Exercise details:
Give again, word for word, every line in the entries below from the line with "index dip: (192, 139)" up to and including the line with "pinky tip: (147, 231)", and no other line.

(People photos with keypoints)
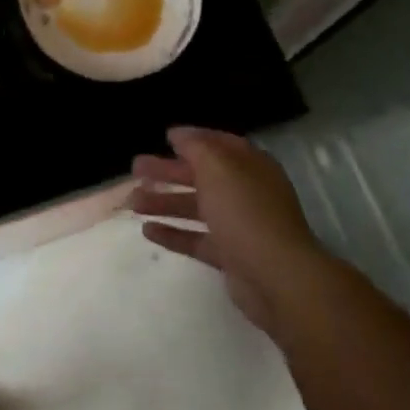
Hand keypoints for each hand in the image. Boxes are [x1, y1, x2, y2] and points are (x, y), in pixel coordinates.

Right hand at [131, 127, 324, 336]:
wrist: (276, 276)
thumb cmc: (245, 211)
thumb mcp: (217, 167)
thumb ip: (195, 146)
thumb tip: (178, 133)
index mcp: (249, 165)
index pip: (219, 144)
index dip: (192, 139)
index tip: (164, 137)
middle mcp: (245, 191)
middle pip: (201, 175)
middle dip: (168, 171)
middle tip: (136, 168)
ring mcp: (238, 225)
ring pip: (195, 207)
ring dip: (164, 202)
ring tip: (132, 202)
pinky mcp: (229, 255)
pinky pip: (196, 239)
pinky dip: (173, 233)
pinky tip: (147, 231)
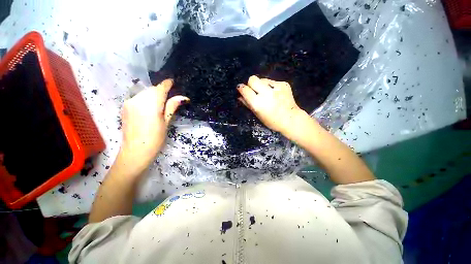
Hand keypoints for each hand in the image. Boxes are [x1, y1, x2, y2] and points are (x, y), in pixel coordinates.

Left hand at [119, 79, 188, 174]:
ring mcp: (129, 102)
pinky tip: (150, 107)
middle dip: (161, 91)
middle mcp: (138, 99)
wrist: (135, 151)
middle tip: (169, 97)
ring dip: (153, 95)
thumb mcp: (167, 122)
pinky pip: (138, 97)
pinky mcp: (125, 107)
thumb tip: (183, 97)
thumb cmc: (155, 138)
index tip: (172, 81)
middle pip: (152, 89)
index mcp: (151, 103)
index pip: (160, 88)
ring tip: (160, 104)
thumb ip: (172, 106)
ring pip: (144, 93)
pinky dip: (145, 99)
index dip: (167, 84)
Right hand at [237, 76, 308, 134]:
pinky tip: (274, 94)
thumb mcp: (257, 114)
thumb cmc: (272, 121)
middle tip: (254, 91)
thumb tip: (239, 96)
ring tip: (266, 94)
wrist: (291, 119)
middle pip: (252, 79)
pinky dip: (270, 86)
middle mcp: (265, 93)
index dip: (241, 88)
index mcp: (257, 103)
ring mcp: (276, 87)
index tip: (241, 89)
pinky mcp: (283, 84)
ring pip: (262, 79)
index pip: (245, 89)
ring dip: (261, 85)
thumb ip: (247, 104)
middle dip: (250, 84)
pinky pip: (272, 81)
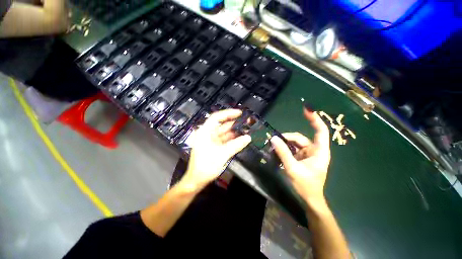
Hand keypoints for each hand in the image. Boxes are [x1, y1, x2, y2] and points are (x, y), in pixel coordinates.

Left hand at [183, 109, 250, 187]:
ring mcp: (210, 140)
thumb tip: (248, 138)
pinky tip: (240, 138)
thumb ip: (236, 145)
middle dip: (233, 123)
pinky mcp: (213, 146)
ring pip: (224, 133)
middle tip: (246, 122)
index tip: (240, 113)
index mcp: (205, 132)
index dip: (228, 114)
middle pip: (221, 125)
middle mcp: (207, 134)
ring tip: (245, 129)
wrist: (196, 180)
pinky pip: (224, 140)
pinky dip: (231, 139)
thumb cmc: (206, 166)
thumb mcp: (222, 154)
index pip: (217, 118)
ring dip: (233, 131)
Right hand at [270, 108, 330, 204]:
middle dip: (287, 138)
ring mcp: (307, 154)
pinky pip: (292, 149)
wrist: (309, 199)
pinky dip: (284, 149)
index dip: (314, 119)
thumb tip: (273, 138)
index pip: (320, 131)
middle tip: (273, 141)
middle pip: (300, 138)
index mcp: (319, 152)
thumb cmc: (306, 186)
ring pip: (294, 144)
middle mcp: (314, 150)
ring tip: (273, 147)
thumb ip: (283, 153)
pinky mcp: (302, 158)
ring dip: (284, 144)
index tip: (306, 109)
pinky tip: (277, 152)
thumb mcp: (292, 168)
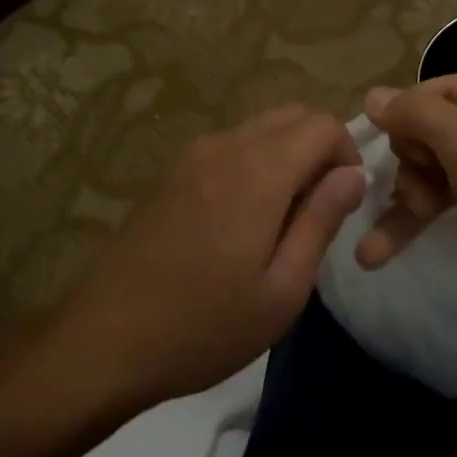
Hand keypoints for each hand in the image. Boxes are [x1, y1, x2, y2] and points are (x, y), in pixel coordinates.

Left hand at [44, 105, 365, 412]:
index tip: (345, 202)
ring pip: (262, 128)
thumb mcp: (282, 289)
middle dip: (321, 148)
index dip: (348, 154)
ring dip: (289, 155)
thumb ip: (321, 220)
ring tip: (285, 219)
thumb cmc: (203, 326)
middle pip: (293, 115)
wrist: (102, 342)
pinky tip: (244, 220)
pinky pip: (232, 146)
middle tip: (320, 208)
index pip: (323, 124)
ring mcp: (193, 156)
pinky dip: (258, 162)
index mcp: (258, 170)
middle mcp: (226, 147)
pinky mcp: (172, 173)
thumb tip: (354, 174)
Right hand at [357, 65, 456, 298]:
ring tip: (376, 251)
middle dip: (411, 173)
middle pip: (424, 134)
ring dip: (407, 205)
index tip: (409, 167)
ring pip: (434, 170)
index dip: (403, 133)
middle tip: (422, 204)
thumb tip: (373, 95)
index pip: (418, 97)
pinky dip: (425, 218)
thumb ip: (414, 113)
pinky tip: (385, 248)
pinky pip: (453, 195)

Exercise output:
index dip: (192, 139)
index tip: (164, 137)
middle mcp: (245, 191)
middle pip: (201, 175)
middle dip: (168, 171)
middle tip: (136, 168)
ring mcp: (238, 225)
ring pip: (195, 207)
ring dip: (164, 202)
ring tip: (132, 202)
pinky mcp: (229, 255)
pinky pip: (196, 239)
pinky dip: (173, 233)
pinky tip: (147, 231)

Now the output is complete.